Abstract
Revision of infected TKA is one of the most challenging operation as the surgeon should achieve two goals, ie eradication of infection and restoration of function.
For the eradication of infection, a minimum of two operations are needed in most of cases.
First stage of revision is meticulous debridement and insertion of antibiotic loaded cement.
During arthrotomy, thick fibrous and granulation tissues which is located in the suprapatella pouch, lateral site to the patella tendon and posterior joint space should be removed so as to get better exposure, to get rid of infection source and to get better functional result.
During debridement, I use highly concentrated antibiotic saline (1 gm vancomycin in 10cc saline), for irrigation of the operation field. I also pack the opening of the medullary canal so as to prevent the debris from entering into the medullary canal.
I use antibiotics with the ratio of 1:3.
To reduce the dead space in the medullary canal I insert a dowel shaped antibiotic loaded cement spacer made from one pack of cement and fill the medullary canal. Thereafter two packs of cement are used to make a block to fill the gap between femur and tibia. The cement block should be large enough to cover the distal femur and proximal tibia so as not to cause bone defect and knee dislocation during walking.
After first stage of operation, antibiotics are administered for 4∼8 wks until the CRP levels become normalized and clinical findings show no sign of infection.
The 2nd stage of operation is planned when clinical and laboratory signs of infection subside. The decision whether to reimplant the prosthesis or not is based on the operation findings and polymorphonuclear cell count on frozen section. However operation findings are considered more important than the frozen section results for reimplantation.
If operative findings are clean, I do reimplanation even though the polymorphonuclear cell count is more than 5 on high power field(hpf) on frozen section.
I have adopted numbering system to take specimen. Number 1 is specimen from suprapatella pouch, No 2 is that from gap between the femur and tibia, No 3 is that from femoral intramedullary canal, No 4 is that from tibial intramedullary canal, and No 5 is that from most unhealthy site.

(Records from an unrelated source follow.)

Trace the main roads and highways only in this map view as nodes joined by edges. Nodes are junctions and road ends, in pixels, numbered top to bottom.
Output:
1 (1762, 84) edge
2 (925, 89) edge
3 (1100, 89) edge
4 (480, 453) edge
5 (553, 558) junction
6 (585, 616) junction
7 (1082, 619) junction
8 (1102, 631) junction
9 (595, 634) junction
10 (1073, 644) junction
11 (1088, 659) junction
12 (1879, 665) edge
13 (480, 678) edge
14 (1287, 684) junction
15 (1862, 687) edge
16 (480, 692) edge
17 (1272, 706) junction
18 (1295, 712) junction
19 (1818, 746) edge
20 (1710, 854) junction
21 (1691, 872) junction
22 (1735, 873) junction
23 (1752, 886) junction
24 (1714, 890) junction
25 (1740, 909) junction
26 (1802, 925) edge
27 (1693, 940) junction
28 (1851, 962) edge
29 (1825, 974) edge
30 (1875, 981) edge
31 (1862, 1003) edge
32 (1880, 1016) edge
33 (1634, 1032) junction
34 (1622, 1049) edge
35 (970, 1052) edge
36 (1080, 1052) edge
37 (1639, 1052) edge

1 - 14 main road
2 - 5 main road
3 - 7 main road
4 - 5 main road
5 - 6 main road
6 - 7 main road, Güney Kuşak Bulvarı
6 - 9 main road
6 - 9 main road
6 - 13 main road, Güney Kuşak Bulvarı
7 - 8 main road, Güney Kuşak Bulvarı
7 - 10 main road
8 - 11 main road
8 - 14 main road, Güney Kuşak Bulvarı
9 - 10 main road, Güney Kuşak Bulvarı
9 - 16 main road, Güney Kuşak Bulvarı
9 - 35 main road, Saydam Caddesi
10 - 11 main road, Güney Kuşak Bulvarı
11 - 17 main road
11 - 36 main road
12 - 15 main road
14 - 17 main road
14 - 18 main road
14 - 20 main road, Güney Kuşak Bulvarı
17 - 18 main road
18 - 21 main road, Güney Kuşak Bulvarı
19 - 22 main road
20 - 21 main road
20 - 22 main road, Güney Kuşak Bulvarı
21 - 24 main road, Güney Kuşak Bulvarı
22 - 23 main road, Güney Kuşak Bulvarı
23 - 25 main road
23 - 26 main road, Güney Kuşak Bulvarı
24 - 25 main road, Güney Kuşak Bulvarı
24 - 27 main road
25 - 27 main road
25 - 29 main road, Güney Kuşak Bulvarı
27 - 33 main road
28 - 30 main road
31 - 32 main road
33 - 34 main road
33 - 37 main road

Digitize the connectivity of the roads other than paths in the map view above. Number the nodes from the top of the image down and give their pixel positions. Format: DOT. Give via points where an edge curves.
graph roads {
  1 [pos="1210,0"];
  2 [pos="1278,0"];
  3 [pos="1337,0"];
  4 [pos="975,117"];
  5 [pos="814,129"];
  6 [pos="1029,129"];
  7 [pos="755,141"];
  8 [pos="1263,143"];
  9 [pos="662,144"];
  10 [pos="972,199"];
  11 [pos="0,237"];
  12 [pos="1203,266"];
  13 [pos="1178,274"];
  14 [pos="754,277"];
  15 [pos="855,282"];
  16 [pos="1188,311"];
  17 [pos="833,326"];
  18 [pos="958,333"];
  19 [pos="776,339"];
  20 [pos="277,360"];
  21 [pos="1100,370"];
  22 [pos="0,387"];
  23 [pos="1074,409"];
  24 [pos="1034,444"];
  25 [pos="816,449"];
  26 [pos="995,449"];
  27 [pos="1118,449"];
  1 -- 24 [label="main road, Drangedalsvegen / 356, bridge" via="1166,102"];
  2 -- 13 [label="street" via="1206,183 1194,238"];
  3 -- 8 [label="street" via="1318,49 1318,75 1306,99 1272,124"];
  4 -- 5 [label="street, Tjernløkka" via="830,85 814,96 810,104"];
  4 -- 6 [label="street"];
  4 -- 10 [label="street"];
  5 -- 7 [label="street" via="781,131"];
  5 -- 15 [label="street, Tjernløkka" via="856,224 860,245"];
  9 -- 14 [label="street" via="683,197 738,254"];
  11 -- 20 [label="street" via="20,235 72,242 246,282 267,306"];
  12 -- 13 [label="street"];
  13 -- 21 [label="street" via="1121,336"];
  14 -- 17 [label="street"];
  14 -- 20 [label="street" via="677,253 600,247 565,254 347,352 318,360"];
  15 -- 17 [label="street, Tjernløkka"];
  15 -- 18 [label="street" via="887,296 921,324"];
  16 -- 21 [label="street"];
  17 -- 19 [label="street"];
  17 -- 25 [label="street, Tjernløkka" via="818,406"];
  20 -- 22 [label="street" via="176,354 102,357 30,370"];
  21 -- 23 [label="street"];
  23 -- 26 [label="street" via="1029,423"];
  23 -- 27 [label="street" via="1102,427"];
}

In a retrospective analysis of 16 cases which received reimplantation despite of the prescence of more than five polymorphonuclear cells on intra-operative frozen sections, none of the cases had recurrence of infection at a final follow up of 2 years. The femoral medullary canal was the most prevalent site for higher polymorphonuclear cell count.
In conclusion, indication is the first step for successful reimplantion. Two stage revision is recommended and meticulous debridement is utmost important in first stage operation. Block type antibiotic loaded cement is sufficient for a good result.
Clinical, laboratory and operative findings are more important than polymorphonuclear cell count on frozen section to decide reimplantation.
I propose numbering system of the specimen site for frozen section, just as in tumor surgery.